First, let me set the scene: Writing is my day job, but I have kids. Kids who like to tell me stuff, show me their artwork, ask me to watch funny videos. Kids who want me to drive them places. Kids who create copious amounts of laundry. Plus the dog and a husband and phone calls from my mother and friends who drop by and the texting zomgthetexting—I might say writing is my day job but I’ve rarely a week (rarely being the polite term for never) when I get five uninterrupted weekdays to write for 6-8 hours per day, or even in a two hour stretch.
For instance, just this week my family has: a day off from school, a trip to the mountains, a dog in a cone with an injured leg who requires several warm compresses, seven pills, and constant monitoring every day, a little girl sick at home, my very own cold with the requisite sleeplessness and cold pill hangovers, an ever-growing slush pile, an even bigger pile of laundry, parent-teacher conferences, two written interviews and three blog posts, a friend’s signing, two music lessons, two math lessons, shooting club, ten music practice sessions, hair dyed blue (true story), a Target run, a deposition (longer true story), a trip to the mall, my weekly doctor’s appointment to draw blood, two appointments to take care of house maintenance, some early Christmas shopping, a brother who still needs a phone call after his surgery, and 3 days of appearances at a local convention this weekend. I’m sure there’s more but I’m too exhausted to get up and go look at the calendar.
One time several years ago I wrote a book flat out, 20 pages a day. It was shit, utter shit, but still, I beat NaNo rates. All I had then was a three year old and a baby who could crawl but chose not to. I thought I was busy. Two kids in diapers, but I had so much time on my hands I didn’t know what to do with myself.
I also experience a lot more anxiety around writing than I used to. I have an agent, editors, and readers counting on me. I’m extremely invested in the series I’m writing. I’m still in the midst of adjusting my career to fit family and market needs. Plus, my characters make me crazy, the jerks. I get twitchy just sitting here writing about writing.
Now I have…the above. My life makes it very easy to not write much. Writing for hours at a time? Hah! Waiting for three hour blocks of time before I out words on the screen? Never going to happen.

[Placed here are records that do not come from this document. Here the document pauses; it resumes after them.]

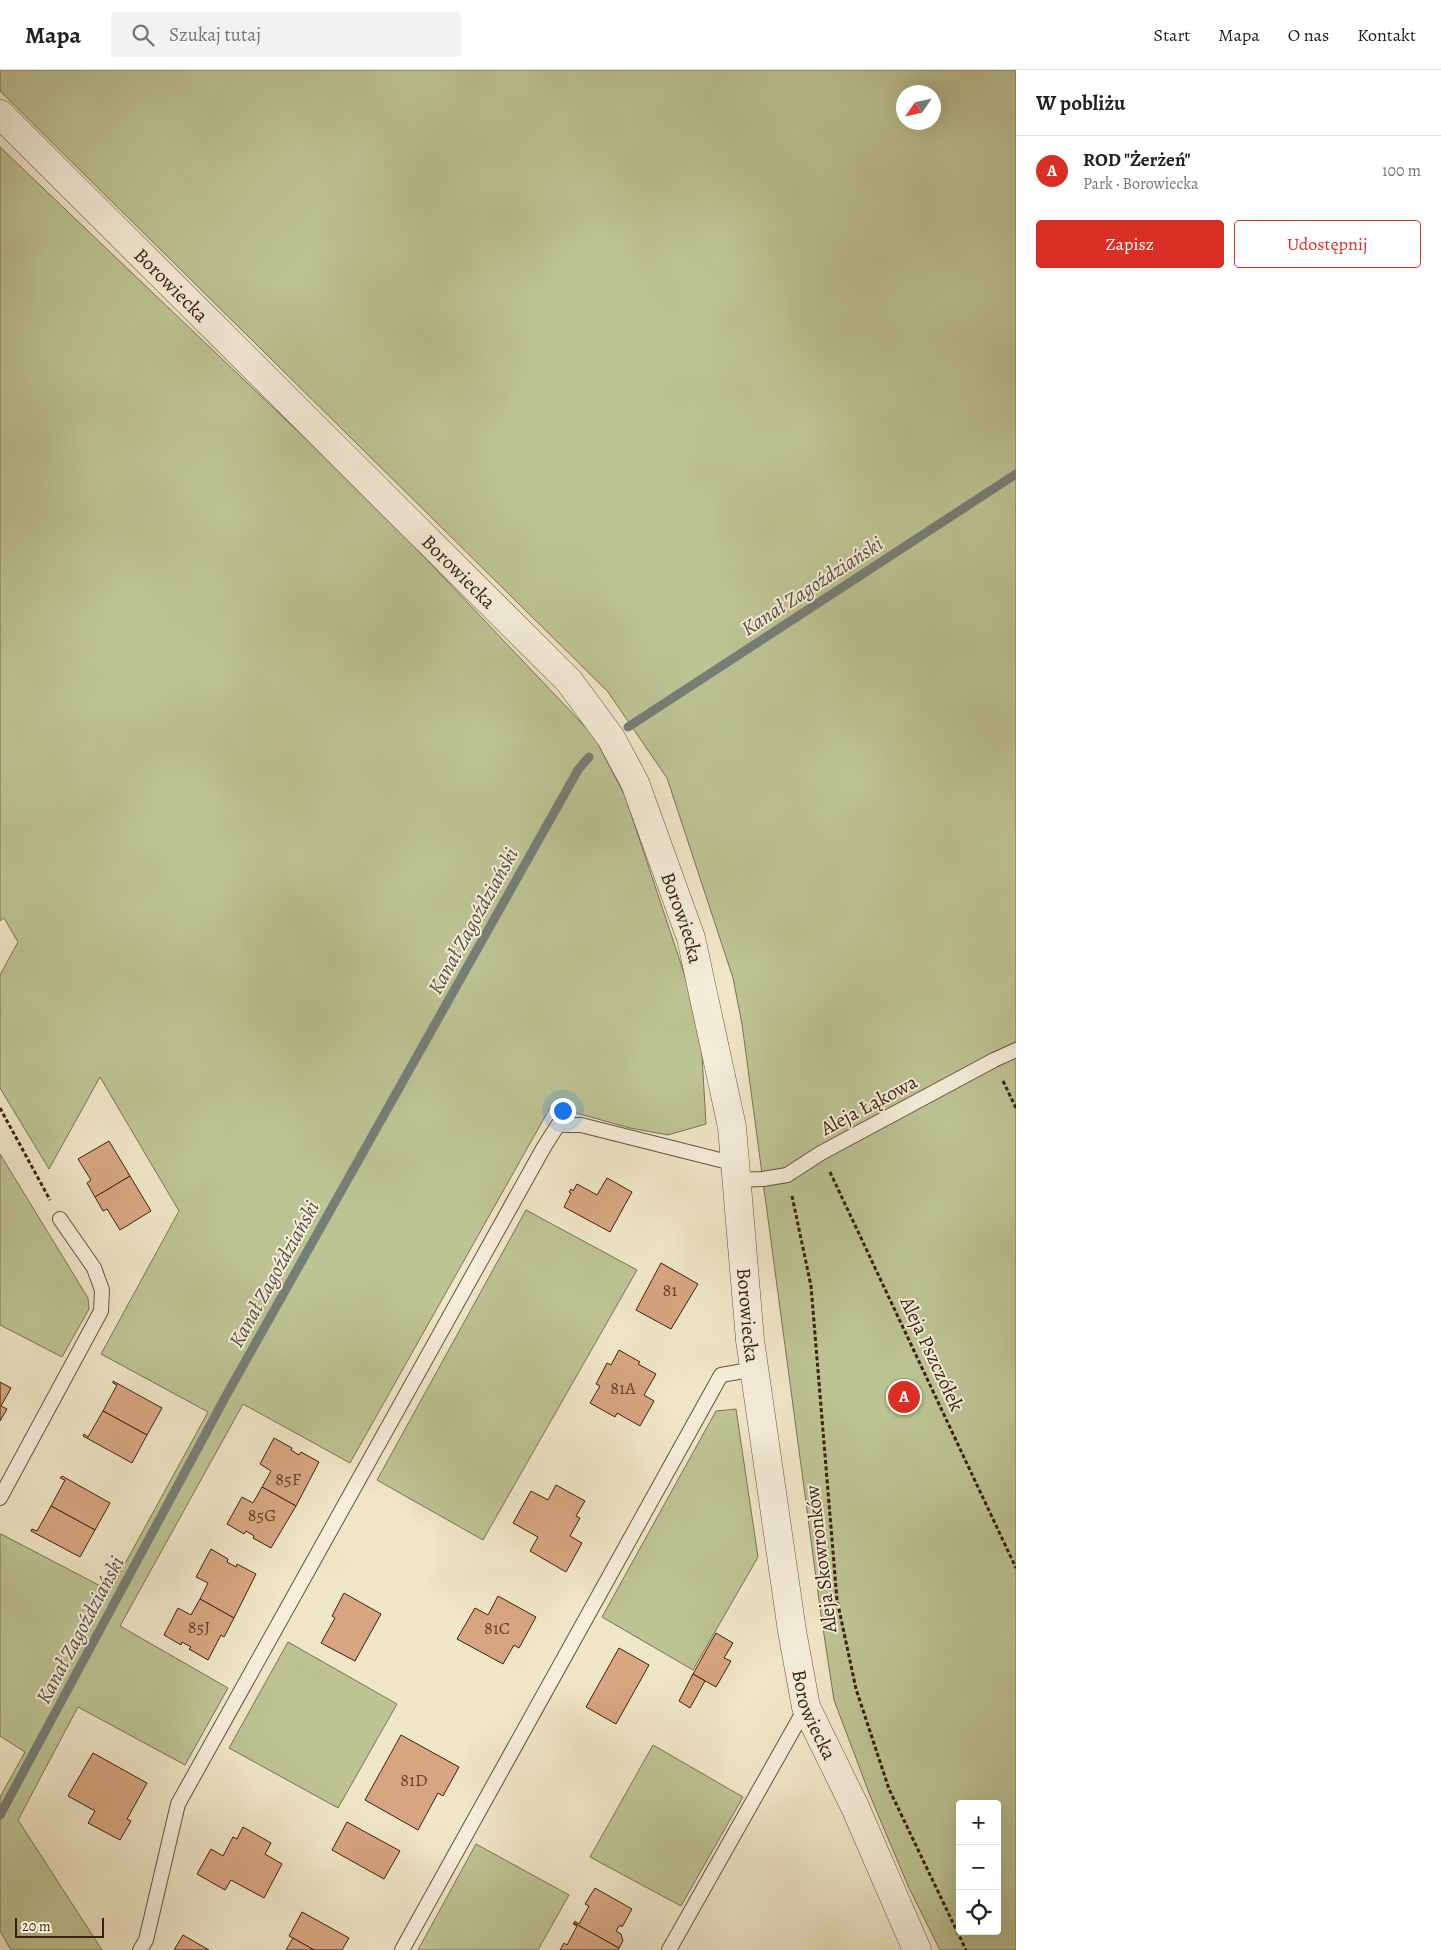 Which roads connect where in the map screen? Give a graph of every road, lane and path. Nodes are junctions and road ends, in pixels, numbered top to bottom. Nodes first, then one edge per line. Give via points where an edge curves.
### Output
1 (0, 114) edge
2 (1016, 1050) edge
3 (994, 1060) junction
4 (0, 1108) edge
5 (1016, 1108) edge
6 (822, 1153) junction
7 (736, 1172) junction
8 (788, 1175) junction
9 (60, 1219) joint
10 (755, 1369) junction
11 (0, 1498) edge
12 (1016, 1568) edge
13 (806, 1707) junction
14 (140, 1950) edge
15 (402, 1950) edge
16 (669, 1950) edge
17 (917, 1950) edge
18 (966, 1950) edge

1 - 7 street, Borowiecka via 569,681 611,738 636,783 691,938 732,1127
2 - 3 lane, Aleja Łąkowa
3 - 5 path
3 - 6 lane, Aleja Łąkowa
4 - 9 path
6 - 8 lane, Aleja Łąkowa
6 - 12 path, Aleja Pszczółek
7 - 8 lane, Aleja Łąkowa via 763,1179
7 - 10 street, Borowiecka
7 - 14 lane, Aleja Łąkowa via 581,1125 558,1125 178,1804 146,1940
8 - 18 path, Aleja Skowronków via 810,1286 837,1600 856,1688 889,1789
9 - 11 lane via 94,1268 102,1290 101,1311
10 - 13 street, Borowiecka via 792,1631
10 - 15 lane via 721,1374
13 - 16 lane
13 - 17 street, Borowiecka via 855,1807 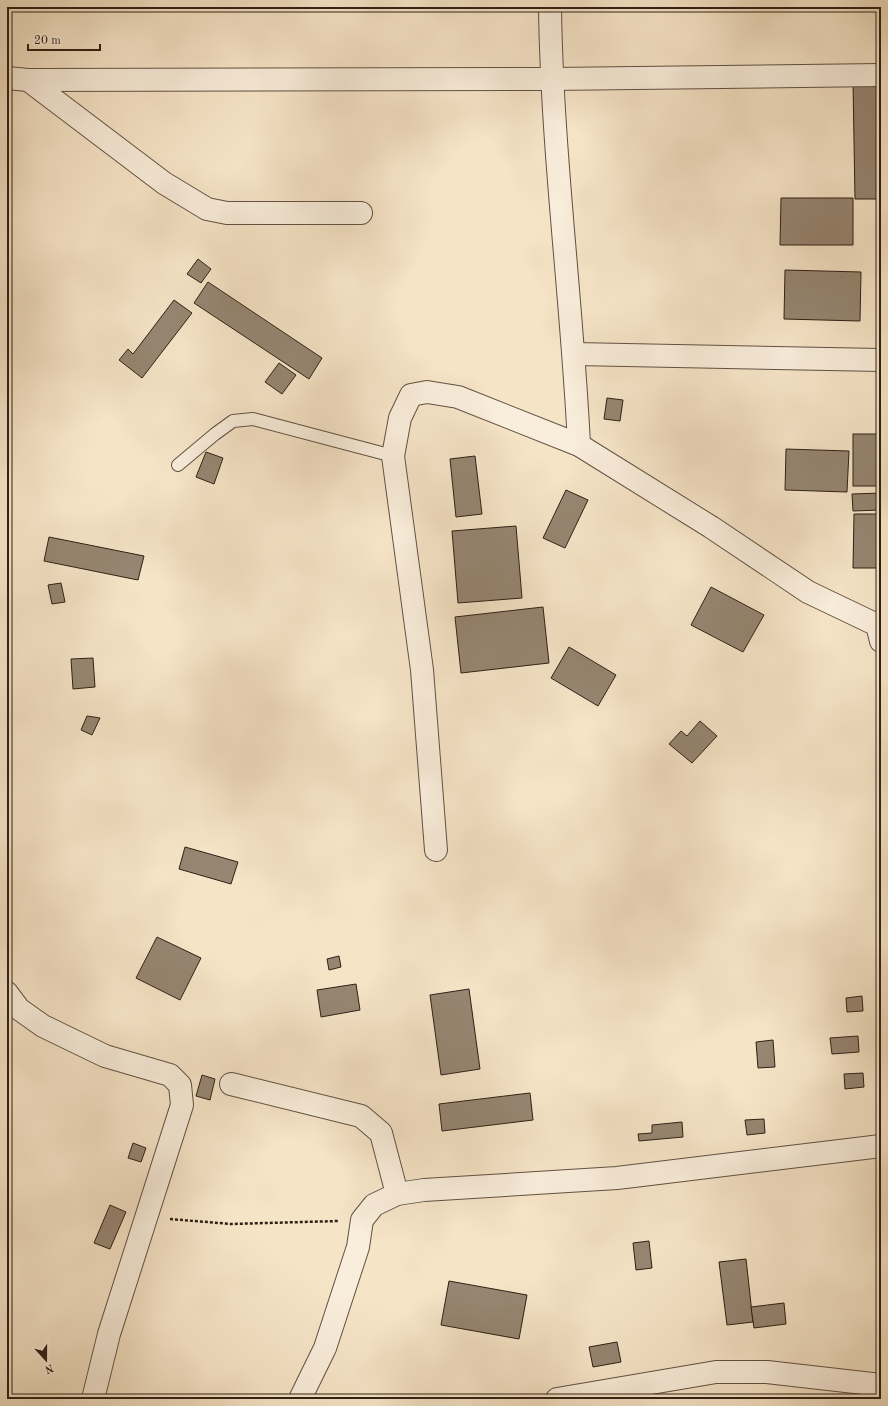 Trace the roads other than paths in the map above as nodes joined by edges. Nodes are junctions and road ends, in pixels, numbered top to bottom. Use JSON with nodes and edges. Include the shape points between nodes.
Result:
{"nodes":[{"id":1,"x":550,"y":7,"type":"edge"},
{"id":2,"x":881,"y":75,"type":"edge"},
{"id":3,"x":17,"y":79,"type":"edge"},
{"id":4,"x":551,"y":79,"type":"junction"},
{"id":5,"x":361,"y":213,"type":"dead end"},
{"id":6,"x":575,"y":354,"type":"junction"},
{"id":7,"x":881,"y":360,"type":"edge"},
{"id":8,"x":579,"y":445,"type":"junction"},
{"id":9,"x":393,"y":456,"type":"junction"},
{"id":10,"x":178,"y":465,"type":"dead end"},
{"id":11,"x":880,"y":630,"type":"edge"},
{"id":12,"x":436,"y":850,"type":"dead end"},
{"id":13,"x":7,"y":993,"type":"edge"},
{"id":14,"x":231,"y":1084,"type":"dead end"},
{"id":15,"x":881,"y":1146,"type":"edge"},
{"id":16,"x":397,"y":1194,"type":"junction"},
{"id":17,"x":881,"y":1385,"type":"edge"},
{"id":18,"x":93,"y":1399,"type":"edge"},
{"id":19,"x":300,"y":1399,"type":"edge"},
{"id":20,"x":557,"y":1399,"type":"edge"}],
"edges":[{"from":1,"to":4,"type":"street"},
{"from":2,"to":4,"type":"street"},
{"from":3,"to":4,"type":"street"},
{"from":3,"to":5,"type":"street","via":[[164,183],[207,209],[227,213]]},
{"from":4,"to":6,"type":"street"},
{"from":6,"to":7,"type":"street"},
{"from":6,"to":8,"type":"street"},
{"from":8,"to":9,"type":"street","via":[[458,397],[428,392],[411,395],[400,418]]},
{"from":8,"to":11,"type":"street","via":[[711,527],[808,592]]},
{"from":9,"to":10,"type":"lane","via":[[253,419],[233,421]]},
{"from":9,"to":12,"type":"street","via":[[422,670]]},
{"from":13,"to":18,"type":"street","via":[[19,1009],[43,1026],[104,1056],[170,1075],[180,1085],[182,1105],[109,1334]]},
{"from":14,"to":16,"type":"street","via":[[360,1116],[381,1133]]},
{"from":15,"to":16,"type":"street","via":[[617,1178],[424,1190]]},
{"from":16,"to":19,"type":"street","via":[[374,1205],[362,1220],[358,1247],[325,1348]]},
{"from":17,"to":20,"type":"street","via":[[767,1372],[716,1372]]}]}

Fortunately, I have one ability, a superpower even, that would be annoying for my boss if I had a cube job but works very well in my life: I can draft coherently in short bits.
I type a couple of paragraphs between cleaning the toilet and bathtub. I jot a few sentences on my iPad in bed and transfer them to my manuscript later. I email myself plot points in the grocery line. I’ve texted myself cool lines of dialogue when I’m out with friends.
I envision some writers tapping their lips with a pen and gazing out the window as they contemplate brilliance. Other writers make me think of that old Saturday Night Live skit with Stephen King who never stops typing despite all kinds of interruptions. But I’ve learned I give myself lots of time to think when I write this way. When I hop up midsentence to refill my teacup, I’m generally thinking of how to finish said sentence and what comes next. I’m not sure I know any other writers who write like me, but I also know a lot of writers who take entire weekends to write and never finish a damn thing. So I guess writing in bits is my Superpower.
Betsy Dornbusch is the author of a dozen short stories, three novellas, and two novels, the latest of which is Exile. She also is an editor with the speculative fiction magazine Electric Spec and the longtime proprietress of Sex Scenes at Starbucks. Emissary is forthcoming from Night Shade Books in 2015.